Thanks! I will consider those things? Does anyone keep a jug for months and it works for them?


----------



## ibglowin (Feb 6, 2016)

It will go bad if you have too much headspace for too long without some form of intervention. I use one gallon jugs to top up my barrels and I backfill them with Argon and a tight stopper. This works great for a couple weeks, then I repeat the process. When I get down to half gallon left in the jug I will rack down to a growler or a couple of 1.5L wine bottles.


----------



## NorCal (Feb 6, 2016)

I keep an assortment of glass; 6.5, 5, 2.5 gallon carboys. 1 gallon, 64 ounce, 32 ounce glass containers with screw caps. The only pain is storage, but worth it. I also used the "head space eliminator" for a few months without any noticeable degradation in the wine.


----------



## grapeman (Feb 6, 2016)

I agree with NorCal. Keep a variety of jugs and bottles with stoppers and airlocks. That way when you use some up, you can just move the rest to a smaller container and keep it full.


----------



## ceeaton (Feb 6, 2016)

derekjames100 said:


> Thanks! I will consider those things? Does anyone keep a jug for months and it works for them?

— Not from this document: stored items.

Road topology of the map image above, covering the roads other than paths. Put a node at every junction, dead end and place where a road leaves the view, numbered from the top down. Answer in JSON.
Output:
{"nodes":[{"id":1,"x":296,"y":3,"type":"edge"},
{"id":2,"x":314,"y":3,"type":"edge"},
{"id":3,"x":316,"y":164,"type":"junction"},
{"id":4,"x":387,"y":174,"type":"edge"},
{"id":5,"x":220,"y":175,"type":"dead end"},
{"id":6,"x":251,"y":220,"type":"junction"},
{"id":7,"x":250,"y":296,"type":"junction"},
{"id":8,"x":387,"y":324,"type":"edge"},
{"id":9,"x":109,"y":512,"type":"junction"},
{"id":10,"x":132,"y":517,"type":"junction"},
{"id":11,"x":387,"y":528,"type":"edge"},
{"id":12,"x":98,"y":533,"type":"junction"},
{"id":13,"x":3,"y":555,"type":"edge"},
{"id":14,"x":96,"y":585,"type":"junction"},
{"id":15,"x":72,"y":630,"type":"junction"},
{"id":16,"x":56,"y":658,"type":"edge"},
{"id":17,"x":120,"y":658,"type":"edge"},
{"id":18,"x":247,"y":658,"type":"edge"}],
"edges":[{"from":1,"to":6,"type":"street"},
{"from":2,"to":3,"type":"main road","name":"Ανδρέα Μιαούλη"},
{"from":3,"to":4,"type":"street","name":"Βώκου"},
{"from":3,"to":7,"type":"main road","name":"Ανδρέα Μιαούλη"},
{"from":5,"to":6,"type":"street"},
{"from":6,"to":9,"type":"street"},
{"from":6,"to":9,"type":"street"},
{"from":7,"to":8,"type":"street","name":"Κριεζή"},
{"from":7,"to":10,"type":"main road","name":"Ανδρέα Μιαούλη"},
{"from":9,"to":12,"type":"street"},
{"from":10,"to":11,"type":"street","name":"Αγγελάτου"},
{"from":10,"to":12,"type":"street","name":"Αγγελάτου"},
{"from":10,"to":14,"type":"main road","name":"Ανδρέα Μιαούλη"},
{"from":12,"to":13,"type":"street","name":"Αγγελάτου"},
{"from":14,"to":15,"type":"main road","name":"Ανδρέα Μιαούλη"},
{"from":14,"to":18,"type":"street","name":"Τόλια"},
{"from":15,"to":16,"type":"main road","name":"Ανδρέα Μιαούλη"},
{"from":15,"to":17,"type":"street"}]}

I kept a 1 gallon jug about 3/4's of the way full with a blueberry wine I made last winter. Went to top up the main carboy and could smell the blueberry sherry I had made as soon as I removed the airlock, so no, a few months and it will not be good to top up your other carboy. I had also Kmeta'd it 2x strength, but never tested how high a level I had achieved. It did make my eyes water from the fumes, but obviously it wasn't high enough to protect it in a 3/4 full jug.


----------



## hounddawg (Feb 7, 2016)

I use my extra to top off with by using smaller jugs, 1/2 gallon down to wine bottles with drilled stoppers and 3 piece air locks, I age my reds while racking to clear using time and buy keeping several smaller jugs and bottles I go up to 2 years using my original wines kept in 1/2 jugs to wine bottles . just acquire plenty of extra smaller drilled stoppers an air locks.
Richard::










derekjames100 said:


> I keep a gallon jug aside for topping off carboys after sampling, racking, etc. Once in a while I drink a glass from the jug.
> 
> How long is wine good for in the jug? I know a bottle of wine definitely goes bad after 3-4 days of opening, so how can this stay good for months? Should I keep using it for topping if the taste changes? I don't want to ruin all my other wine.
> 
> What do you guys do?


----------



## Brian55 (Feb 7, 2016)

Why wouldn't you top up with a similar commercial bottle, or something from your home made inventory? Then enjoy whatever is left in the bottle after topping up.


----------



## Floandgary (Feb 7, 2016)

That'd be the safest/easiest (Brian55).. With all of the $$$ you're saving/bottle, it's worth it to scout around for sales and stock up on toppers for your current batch(es)...


----------



## derekjames100 (Feb 7, 2016)

I hate to open up an entire bottle of my wine just to top up a little and If I put someone else's wine in my wine then it's no longer my wine and I couldn't pass it off as such. To do so would be dishonest.


----------



## ibglowin (Feb 7, 2016)

Using that logic it would not be "your" wine as you did not start out with "your" grapes either........


----------



## derekjames100 (Feb 7, 2016)

ibglowin said:


> Using that logic it would not be "your" wine as you did not start out with "your" grapes either........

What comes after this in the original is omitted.